Starting from the first line below, copy the whole listing exactly.

Start of Supplied material

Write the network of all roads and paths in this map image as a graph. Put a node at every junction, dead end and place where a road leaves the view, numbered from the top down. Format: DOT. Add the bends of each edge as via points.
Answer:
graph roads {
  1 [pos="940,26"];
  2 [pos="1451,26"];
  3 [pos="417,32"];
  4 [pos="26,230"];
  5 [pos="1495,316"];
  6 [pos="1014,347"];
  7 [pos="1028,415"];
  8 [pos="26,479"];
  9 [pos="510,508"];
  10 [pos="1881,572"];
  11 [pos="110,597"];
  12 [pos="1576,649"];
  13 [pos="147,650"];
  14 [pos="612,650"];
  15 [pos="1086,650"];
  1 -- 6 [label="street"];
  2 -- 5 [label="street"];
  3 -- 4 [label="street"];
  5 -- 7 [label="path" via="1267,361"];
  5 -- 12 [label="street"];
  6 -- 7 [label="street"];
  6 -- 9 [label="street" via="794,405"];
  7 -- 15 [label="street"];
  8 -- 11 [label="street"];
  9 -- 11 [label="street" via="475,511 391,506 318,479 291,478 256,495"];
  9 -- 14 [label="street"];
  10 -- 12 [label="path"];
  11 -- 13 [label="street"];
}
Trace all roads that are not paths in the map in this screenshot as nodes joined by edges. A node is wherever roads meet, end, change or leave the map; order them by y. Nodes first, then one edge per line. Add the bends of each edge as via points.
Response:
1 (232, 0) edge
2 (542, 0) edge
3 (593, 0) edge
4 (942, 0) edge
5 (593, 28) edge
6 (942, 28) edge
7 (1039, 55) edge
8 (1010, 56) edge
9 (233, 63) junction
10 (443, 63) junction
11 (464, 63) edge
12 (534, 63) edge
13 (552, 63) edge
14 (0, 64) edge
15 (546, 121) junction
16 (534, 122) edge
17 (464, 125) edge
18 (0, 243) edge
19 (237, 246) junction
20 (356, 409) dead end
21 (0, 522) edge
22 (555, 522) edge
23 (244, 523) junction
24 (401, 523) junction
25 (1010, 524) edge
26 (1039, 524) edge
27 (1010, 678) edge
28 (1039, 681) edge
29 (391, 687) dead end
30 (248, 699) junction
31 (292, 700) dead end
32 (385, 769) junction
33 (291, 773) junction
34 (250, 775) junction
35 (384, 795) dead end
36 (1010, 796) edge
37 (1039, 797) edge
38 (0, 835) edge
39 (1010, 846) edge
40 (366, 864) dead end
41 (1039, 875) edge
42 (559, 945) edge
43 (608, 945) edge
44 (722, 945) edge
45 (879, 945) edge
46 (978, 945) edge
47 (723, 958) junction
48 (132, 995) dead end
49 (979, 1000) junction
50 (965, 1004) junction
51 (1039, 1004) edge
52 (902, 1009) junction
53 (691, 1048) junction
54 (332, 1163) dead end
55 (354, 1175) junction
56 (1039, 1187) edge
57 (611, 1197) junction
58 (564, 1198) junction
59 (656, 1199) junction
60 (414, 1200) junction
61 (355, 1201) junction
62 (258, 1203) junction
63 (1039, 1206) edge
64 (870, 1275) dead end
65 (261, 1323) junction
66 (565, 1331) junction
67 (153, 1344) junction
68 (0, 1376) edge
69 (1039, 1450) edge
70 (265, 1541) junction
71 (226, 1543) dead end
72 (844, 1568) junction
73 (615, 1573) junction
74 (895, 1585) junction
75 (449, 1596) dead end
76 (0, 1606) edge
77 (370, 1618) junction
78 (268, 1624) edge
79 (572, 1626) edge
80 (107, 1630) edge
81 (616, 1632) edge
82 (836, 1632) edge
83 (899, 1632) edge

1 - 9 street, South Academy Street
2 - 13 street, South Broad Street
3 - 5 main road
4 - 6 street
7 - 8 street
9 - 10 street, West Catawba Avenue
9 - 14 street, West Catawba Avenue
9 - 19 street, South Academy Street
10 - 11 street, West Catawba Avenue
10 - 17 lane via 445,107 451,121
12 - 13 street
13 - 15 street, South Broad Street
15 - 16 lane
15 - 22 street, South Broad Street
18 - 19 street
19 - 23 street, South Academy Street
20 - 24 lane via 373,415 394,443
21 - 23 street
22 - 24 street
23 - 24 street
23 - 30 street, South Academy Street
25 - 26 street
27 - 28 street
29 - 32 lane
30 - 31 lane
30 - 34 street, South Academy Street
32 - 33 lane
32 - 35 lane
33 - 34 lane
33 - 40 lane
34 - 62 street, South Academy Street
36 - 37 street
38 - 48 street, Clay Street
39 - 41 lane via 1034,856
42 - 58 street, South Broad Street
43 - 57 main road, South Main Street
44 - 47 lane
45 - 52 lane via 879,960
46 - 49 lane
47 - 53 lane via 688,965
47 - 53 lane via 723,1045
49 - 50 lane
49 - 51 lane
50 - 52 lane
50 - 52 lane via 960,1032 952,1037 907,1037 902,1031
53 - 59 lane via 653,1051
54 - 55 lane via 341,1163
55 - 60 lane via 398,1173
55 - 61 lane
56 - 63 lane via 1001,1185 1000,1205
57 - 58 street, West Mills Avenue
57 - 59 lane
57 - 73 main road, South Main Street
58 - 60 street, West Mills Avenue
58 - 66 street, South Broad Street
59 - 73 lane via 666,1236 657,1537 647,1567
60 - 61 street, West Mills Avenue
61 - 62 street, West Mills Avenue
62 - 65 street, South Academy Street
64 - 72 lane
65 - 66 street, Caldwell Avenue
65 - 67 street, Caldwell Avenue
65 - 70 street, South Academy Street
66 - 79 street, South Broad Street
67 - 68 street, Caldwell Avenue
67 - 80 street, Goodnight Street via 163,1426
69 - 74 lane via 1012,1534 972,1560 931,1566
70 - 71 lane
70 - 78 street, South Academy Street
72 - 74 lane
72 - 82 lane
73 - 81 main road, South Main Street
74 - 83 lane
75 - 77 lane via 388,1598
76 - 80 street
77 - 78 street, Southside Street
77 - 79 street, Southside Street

End of Supplied material

• Response area:
Write the network of all roads and paths in this map image as a graph. Put a node at every junction, dead end and place where a road leaves the view, numbered from the top down. Format: DOT. Add the bends of each edge as via points.
Answer:
graph roads {
  1 [pos="940,26"];
  2 [pos="1451,26"];
  3 [pos="417,32"];
  4 [pos="26,230"];
  5 [pos="1495,316"];
  6 [pos="1014,347"];
  7 [pos="1028,415"];
  8 [pos="26,479"];
  9 [pos="510,508"];
  10 [pos="1881,572"];
  11 [pos="110,597"];
  12 [pos="1576,649"];
  13 [pos="147,650"];
  14 [pos="612,650"];
  15 [pos="1086,650"];
  1 -- 6 [label="street"];
  2 -- 5 [label="street"];
  3 -- 4 [label="street"];
  5 -- 7 [label="path" via="1267,361"];
  5 -- 12 [label="street"];
  6 -- 7 [label="street"];
  6 -- 9 [label="street" via="794,405"];
  7 -- 15 [label="street"];
  8 -- 11 [label="street"];
  9 -- 11 [label="street" via="475,511 391,506 318,479 291,478 256,495"];
  9 -- 14 [label="street"];
  10 -- 12 [label="path"];
  11 -- 13 [label="street"];
}
Trace all roads that are not paths in the map in this screenshot as nodes joined by edges. A node is wherever roads meet, end, change or leave the map; order them by y. Nodes first, then one edge per line. Add the bends of each edge as via points.
Response:
1 (232, 0) edge
2 (542, 0) edge
3 (593, 0) edge
4 (942, 0) edge
5 (593, 28) edge
6 (942, 28) edge
7 (1039, 55) edge
8 (1010, 56) edge
9 (233, 63) junction
10 (443, 63) junction
11 (464, 63) edge
12 (534, 63) edge
13 (552, 63) edge
14 (0, 64) edge
15 (546, 121) junction
16 (534, 122) edge
17 (464, 125) edge
18 (0, 243) edge
19 (237, 246) junction
20 (356, 409) dead end
21 (0, 522) edge
22 (555, 522) edge
23 (244, 523) junction
24 (401, 523) junction
25 (1010, 524) edge
26 (1039, 524) edge
27 (1010, 678) edge
28 (1039, 681) edge
29 (391, 687) dead end
30 (248, 699) junction
31 (292, 700) dead end
32 (385, 769) junction
33 (291, 773) junction
34 (250, 775) junction
35 (384, 795) dead end
36 (1010, 796) edge
37 (1039, 797) edge
38 (0, 835) edge
39 (1010, 846) edge
40 (366, 864) dead end
41 (1039, 875) edge
42 (559, 945) edge
43 (608, 945) edge
44 (722, 945) edge
45 (879, 945) edge
46 (978, 945) edge
47 (723, 958) junction
48 (132, 995) dead end
49 (979, 1000) junction
50 (965, 1004) junction
51 (1039, 1004) edge
52 (902, 1009) junction
53 (691, 1048) junction
54 (332, 1163) dead end
55 (354, 1175) junction
56 (1039, 1187) edge
57 (611, 1197) junction
58 (564, 1198) junction
59 (656, 1199) junction
60 (414, 1200) junction
61 (355, 1201) junction
62 (258, 1203) junction
63 (1039, 1206) edge
64 (870, 1275) dead end
65 (261, 1323) junction
66 (565, 1331) junction
67 (153, 1344) junction
68 (0, 1376) edge
69 (1039, 1450) edge
70 (265, 1541) junction
71 (226, 1543) dead end
72 (844, 1568) junction
73 (615, 1573) junction
74 (895, 1585) junction
75 (449, 1596) dead end
76 (0, 1606) edge
77 (370, 1618) junction
78 (268, 1624) edge
79 (572, 1626) edge
80 (107, 1630) edge
81 (616, 1632) edge
82 (836, 1632) edge
83 (899, 1632) edge

1 - 9 street, South Academy Street
2 - 13 street, South Broad Street
3 - 5 main road
4 - 6 street
7 - 8 street
9 - 10 street, West Catawba Avenue
9 - 14 street, West Catawba Avenue
9 - 19 street, South Academy Street
10 - 11 street, West Catawba Avenue
10 - 17 lane via 445,107 451,121
12 - 13 street
13 - 15 street, South Broad Street
15 - 16 lane
15 - 22 street, South Broad Street
18 - 19 street
19 - 23 street, South Academy Street
20 - 24 lane via 373,415 394,443
21 - 23 street
22 - 24 street
23 - 24 street
23 - 30 street, South Academy Street
25 - 26 street
27 - 28 street
29 - 32 lane
30 - 31 lane
30 - 34 street, South Academy Street
32 - 33 lane
32 - 35 lane
33 - 34 lane
33 - 40 lane
34 - 62 street, South Academy Street
36 - 37 street
38 - 48 street, Clay Street
39 - 41 lane via 1034,856
42 - 58 street, South Broad Street
43 - 57 main road, South Main Street
44 - 47 lane
45 - 52 lane via 879,960
46 - 49 lane
47 - 53 lane via 688,965
47 - 53 lane via 723,1045
49 - 50 lane
49 - 51 lane
50 - 52 lane
50 - 52 lane via 960,1032 952,1037 907,1037 902,1031
53 - 59 lane via 653,1051
54 - 55 lane via 341,1163
55 - 60 lane via 398,1173
55 - 61 lane
56 - 63 lane via 1001,1185 1000,1205
57 - 58 street, West Mills Avenue
57 - 59 lane
57 - 73 main road, South Main Street
58 - 60 street, West Mills Avenue
58 - 66 street, South Broad Street
59 - 73 lane via 666,1236 657,1537 647,1567
60 - 61 street, West Mills Avenue
61 - 62 street, West Mills Avenue
62 - 65 street, South Academy Street
64 - 72 lane
65 - 66 street, Caldwell Avenue
65 - 67 street, Caldwell Avenue
65 - 70 street, South Academy Street
66 - 79 street, South Broad Street
67 - 68 street, Caldwell Avenue
67 - 80 street, Goodnight Street via 163,1426
69 - 74 lane via 1012,1534 972,1560 931,1566
70 - 71 lane
70 - 78 street, South Academy Street
72 - 74 lane
72 - 82 lane
73 - 81 main road, South Main Street
74 - 83 lane
75 - 77 lane via 388,1598
76 - 80 street
77 - 78 street, Southside Street
77 - 79 street, Southside Street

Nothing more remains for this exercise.